Copy each line from the entries that the word "Zachariaweg" appears in.

——————

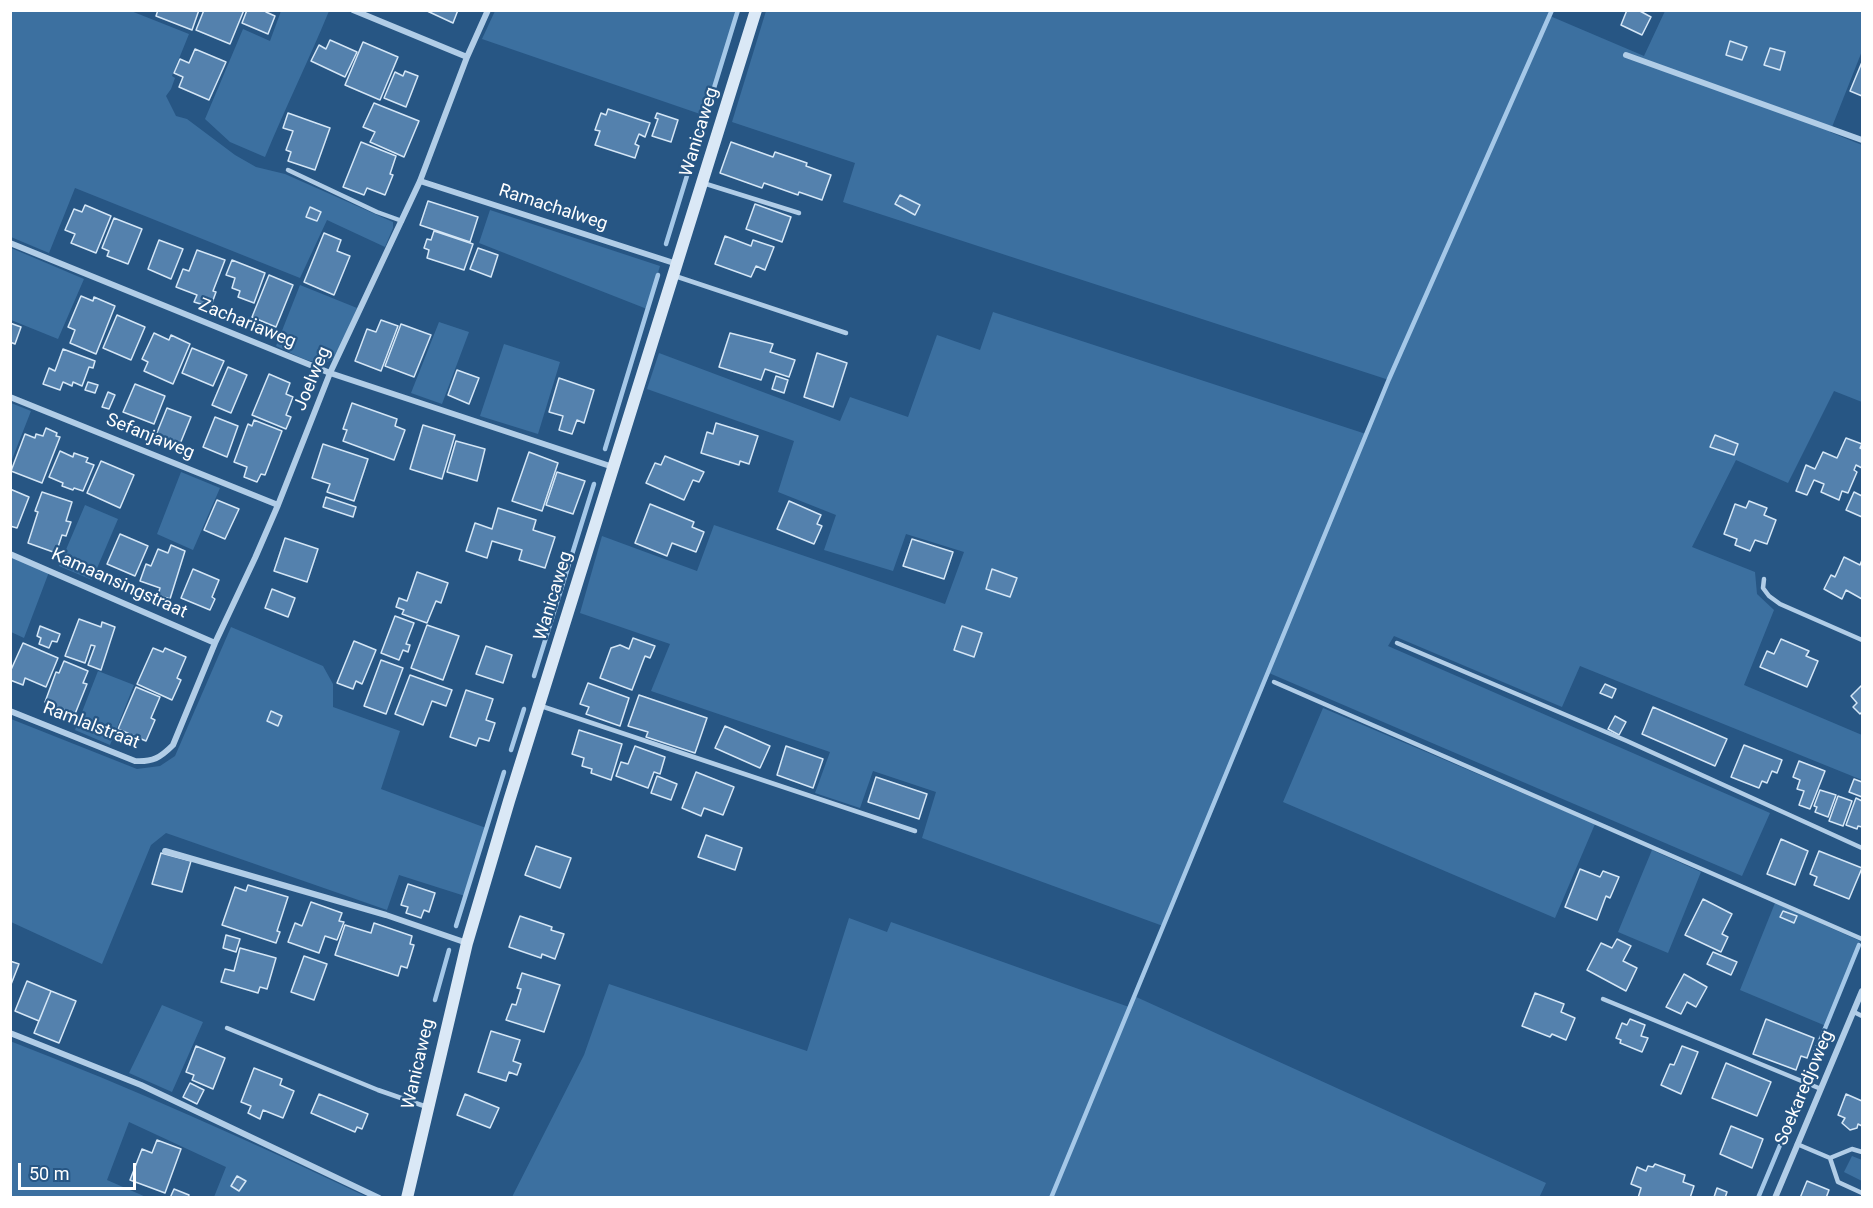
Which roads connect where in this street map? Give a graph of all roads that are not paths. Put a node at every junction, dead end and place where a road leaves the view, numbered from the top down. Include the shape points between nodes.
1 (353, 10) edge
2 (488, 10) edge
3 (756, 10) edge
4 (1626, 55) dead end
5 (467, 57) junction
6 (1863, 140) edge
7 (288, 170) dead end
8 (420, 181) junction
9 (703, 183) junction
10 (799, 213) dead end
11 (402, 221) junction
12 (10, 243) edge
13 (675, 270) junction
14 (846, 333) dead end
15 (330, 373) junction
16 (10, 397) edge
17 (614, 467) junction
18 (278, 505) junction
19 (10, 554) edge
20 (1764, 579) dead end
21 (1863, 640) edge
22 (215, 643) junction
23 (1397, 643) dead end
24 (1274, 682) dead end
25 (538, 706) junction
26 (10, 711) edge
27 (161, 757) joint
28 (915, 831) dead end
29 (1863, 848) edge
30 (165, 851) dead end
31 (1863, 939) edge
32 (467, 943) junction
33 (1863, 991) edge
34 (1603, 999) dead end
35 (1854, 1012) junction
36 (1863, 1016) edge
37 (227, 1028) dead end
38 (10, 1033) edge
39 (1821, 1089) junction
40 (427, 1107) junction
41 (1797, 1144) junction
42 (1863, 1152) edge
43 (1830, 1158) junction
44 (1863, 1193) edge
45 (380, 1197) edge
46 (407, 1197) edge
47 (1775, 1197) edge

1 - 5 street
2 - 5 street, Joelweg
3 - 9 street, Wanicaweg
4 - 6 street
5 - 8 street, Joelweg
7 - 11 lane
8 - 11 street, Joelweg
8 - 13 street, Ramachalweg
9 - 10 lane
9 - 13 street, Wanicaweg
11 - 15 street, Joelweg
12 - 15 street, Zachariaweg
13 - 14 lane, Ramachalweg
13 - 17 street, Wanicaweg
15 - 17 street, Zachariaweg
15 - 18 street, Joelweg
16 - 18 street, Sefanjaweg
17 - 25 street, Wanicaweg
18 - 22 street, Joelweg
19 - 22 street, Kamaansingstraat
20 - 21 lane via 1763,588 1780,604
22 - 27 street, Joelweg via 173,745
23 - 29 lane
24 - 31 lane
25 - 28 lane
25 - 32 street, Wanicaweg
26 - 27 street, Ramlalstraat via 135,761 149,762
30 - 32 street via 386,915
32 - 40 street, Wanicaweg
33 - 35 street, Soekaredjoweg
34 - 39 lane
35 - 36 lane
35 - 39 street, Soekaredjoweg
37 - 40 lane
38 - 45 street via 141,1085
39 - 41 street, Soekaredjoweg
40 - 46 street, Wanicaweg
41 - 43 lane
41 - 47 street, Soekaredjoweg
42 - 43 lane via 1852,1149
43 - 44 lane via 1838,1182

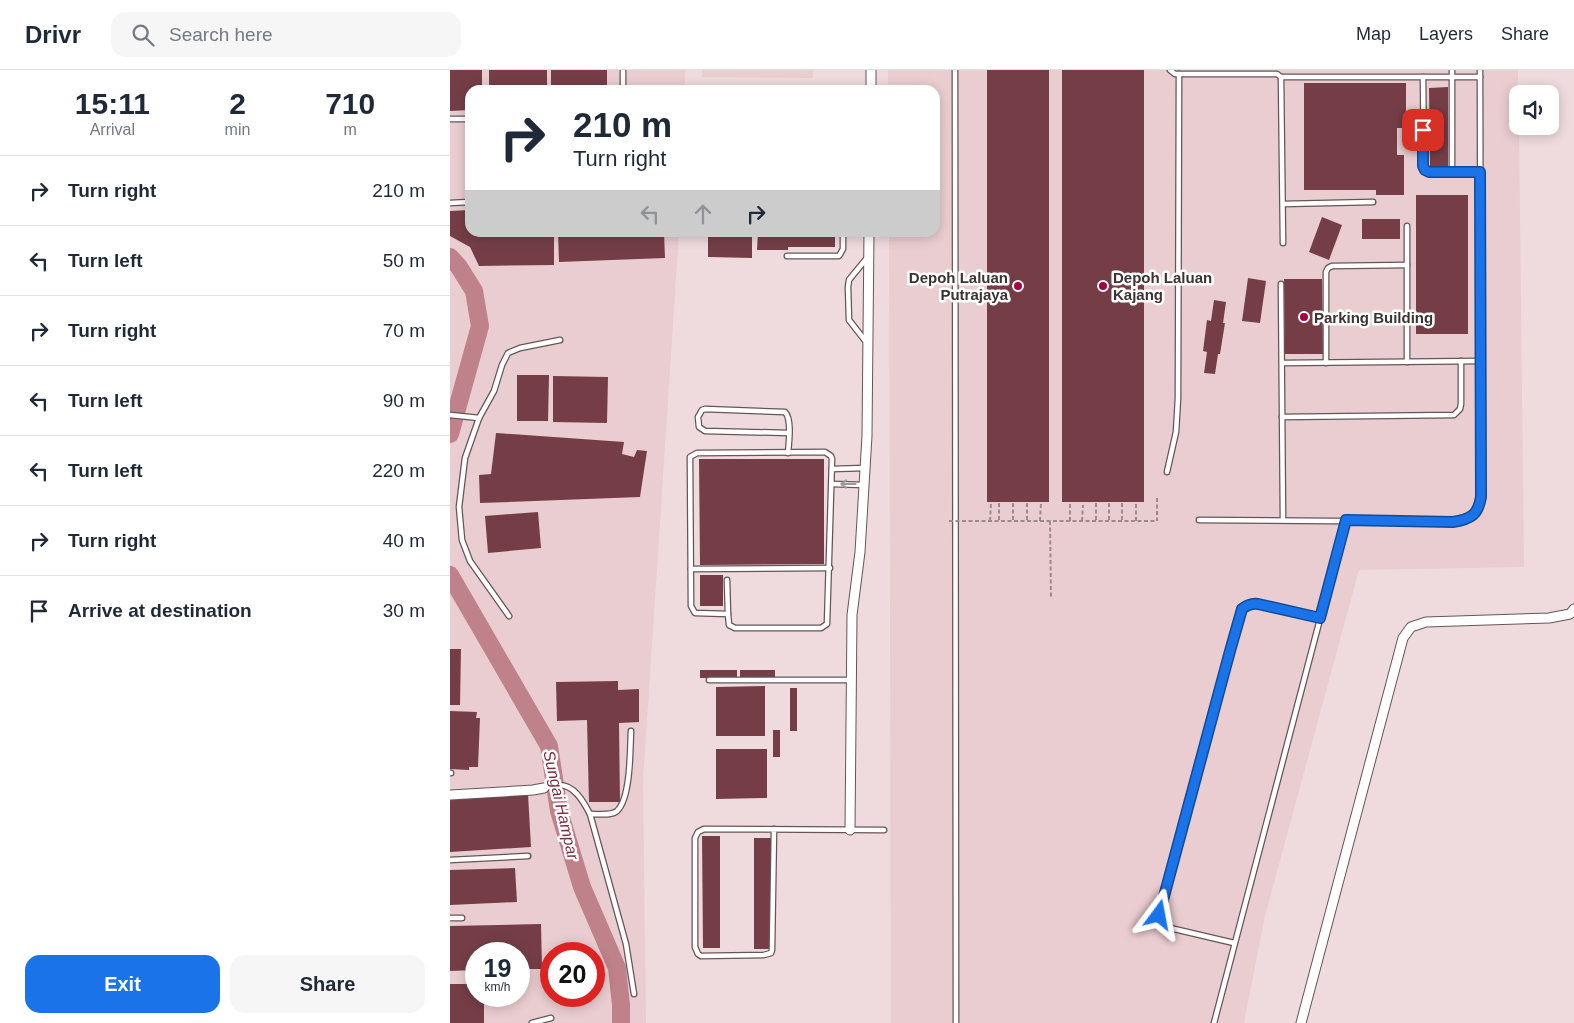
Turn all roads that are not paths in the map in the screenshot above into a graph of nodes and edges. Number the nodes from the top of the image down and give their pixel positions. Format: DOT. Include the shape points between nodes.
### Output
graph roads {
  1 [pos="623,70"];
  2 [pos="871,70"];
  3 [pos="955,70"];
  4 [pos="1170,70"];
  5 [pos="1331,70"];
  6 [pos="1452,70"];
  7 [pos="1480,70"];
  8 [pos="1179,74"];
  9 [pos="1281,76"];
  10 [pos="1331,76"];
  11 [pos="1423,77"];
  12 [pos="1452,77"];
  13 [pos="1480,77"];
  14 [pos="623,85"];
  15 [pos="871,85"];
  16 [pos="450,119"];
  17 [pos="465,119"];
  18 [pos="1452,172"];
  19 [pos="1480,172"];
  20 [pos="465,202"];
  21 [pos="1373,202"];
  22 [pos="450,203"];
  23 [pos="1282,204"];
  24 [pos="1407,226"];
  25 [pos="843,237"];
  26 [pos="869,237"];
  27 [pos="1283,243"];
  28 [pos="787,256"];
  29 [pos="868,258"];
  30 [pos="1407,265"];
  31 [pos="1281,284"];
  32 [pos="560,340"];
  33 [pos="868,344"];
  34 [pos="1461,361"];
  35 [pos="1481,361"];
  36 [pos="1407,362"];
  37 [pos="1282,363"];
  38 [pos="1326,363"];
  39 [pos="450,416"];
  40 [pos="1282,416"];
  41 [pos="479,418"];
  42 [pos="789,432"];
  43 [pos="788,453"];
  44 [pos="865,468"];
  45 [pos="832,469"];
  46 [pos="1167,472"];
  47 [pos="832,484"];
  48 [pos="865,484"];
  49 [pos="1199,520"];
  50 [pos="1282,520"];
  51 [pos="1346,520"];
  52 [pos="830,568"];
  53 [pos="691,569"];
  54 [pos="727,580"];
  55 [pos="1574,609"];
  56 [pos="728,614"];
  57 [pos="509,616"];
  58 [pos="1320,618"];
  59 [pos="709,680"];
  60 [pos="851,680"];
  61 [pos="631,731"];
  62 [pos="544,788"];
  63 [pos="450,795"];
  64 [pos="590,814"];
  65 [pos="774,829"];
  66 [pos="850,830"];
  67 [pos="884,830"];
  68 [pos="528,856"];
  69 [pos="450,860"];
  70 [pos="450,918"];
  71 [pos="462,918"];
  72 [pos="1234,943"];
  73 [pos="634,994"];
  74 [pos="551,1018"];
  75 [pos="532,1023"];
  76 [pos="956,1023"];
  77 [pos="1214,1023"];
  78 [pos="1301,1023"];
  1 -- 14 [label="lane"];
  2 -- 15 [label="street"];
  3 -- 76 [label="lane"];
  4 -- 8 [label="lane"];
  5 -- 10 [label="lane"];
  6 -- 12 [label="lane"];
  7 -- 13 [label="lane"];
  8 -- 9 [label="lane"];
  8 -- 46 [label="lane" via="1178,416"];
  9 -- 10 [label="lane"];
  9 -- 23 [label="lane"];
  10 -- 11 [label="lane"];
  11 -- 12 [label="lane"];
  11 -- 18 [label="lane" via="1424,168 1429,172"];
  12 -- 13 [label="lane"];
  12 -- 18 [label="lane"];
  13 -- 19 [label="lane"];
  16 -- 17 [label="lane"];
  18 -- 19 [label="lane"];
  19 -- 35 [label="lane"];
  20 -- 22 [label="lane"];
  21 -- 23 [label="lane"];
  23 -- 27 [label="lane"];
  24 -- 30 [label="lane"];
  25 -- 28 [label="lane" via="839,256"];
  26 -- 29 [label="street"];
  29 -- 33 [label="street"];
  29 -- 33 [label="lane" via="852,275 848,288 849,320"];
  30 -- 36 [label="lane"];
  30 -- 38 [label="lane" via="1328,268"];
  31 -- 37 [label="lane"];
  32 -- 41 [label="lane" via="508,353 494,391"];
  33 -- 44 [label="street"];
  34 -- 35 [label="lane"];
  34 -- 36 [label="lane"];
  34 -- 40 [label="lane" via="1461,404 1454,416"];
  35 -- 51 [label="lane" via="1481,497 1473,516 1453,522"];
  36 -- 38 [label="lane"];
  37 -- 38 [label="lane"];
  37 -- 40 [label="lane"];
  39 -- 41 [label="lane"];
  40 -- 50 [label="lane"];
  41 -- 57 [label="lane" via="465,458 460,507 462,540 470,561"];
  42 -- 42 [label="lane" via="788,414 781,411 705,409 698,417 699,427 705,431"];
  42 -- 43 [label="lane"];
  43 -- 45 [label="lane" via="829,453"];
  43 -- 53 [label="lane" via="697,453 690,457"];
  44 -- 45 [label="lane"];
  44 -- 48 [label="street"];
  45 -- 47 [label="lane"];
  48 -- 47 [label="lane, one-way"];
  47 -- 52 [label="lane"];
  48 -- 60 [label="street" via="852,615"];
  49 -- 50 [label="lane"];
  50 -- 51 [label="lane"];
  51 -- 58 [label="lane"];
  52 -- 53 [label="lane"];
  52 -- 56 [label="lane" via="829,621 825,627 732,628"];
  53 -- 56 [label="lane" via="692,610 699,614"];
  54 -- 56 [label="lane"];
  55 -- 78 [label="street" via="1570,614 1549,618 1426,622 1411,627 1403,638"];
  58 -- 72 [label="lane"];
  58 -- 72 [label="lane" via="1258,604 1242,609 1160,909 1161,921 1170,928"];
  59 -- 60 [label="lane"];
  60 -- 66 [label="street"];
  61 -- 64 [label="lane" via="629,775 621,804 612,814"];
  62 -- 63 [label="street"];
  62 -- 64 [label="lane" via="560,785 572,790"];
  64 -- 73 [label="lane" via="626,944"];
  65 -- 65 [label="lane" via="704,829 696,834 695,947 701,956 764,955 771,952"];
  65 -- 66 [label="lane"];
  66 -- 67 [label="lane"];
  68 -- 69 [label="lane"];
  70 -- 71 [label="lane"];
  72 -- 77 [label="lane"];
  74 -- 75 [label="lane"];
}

——————

→ WRITTEN RESPONSE:
12 - 15 street, Zachariaweg
15 - 17 street, Zachariaweg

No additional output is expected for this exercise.